What you are asked to do
Give back every record exactly, with its pictures left out.

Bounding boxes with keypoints
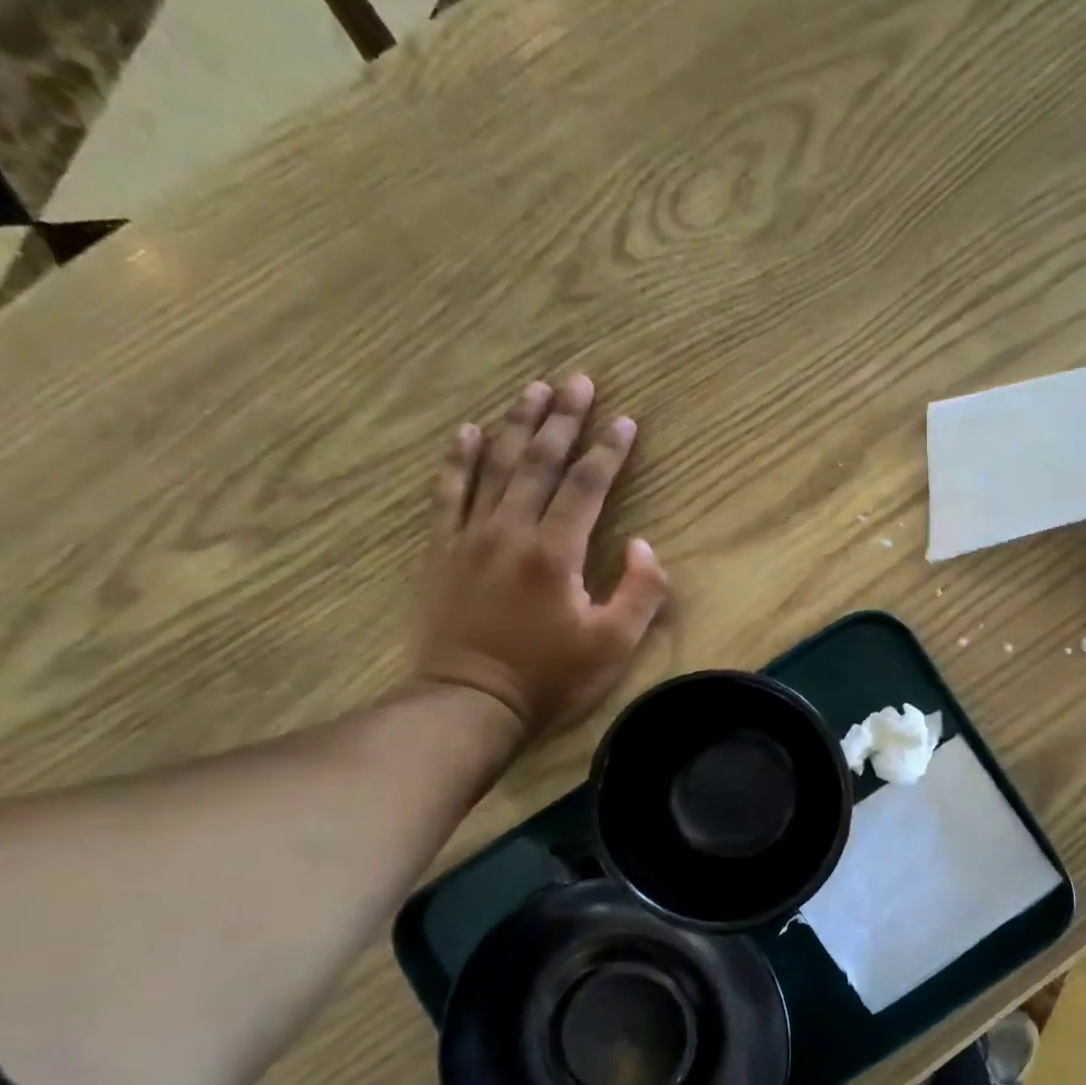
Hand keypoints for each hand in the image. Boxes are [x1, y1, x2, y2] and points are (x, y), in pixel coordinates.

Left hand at [414, 374, 668, 741]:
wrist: (468, 704)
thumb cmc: (548, 678)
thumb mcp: (612, 645)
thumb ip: (639, 591)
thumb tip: (642, 545)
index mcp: (555, 552)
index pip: (586, 486)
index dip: (608, 451)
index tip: (625, 420)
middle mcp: (511, 531)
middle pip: (538, 461)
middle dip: (562, 419)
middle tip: (578, 380)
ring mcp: (470, 537)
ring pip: (494, 466)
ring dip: (515, 425)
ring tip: (532, 390)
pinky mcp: (442, 552)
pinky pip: (448, 494)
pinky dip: (457, 460)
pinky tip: (466, 432)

Response to the exercise
Hand keypoints for each hand in the image. Boxes are [x1, y1, x2, y2] and points are (x, y), in pixel coordinates.

Left hand at [414, 374, 668, 741]:
wrist: (468, 704)
thumb cmc: (548, 678)
thumb mcp: (612, 645)
thumb ip: (639, 591)
thumb tip: (642, 545)
index mcp: (555, 552)
index pip: (586, 486)
index dip: (608, 451)
index tip: (625, 420)
middle mcp: (511, 531)
middle pip: (538, 461)
middle dip: (562, 419)
middle tip: (578, 380)
ring mcp: (470, 537)
ring pip: (494, 466)
ring dip: (515, 425)
ring tip: (532, 390)
pinky mcp: (442, 552)
pinky pip: (448, 494)
pinky dip: (457, 460)
pinky tip: (466, 432)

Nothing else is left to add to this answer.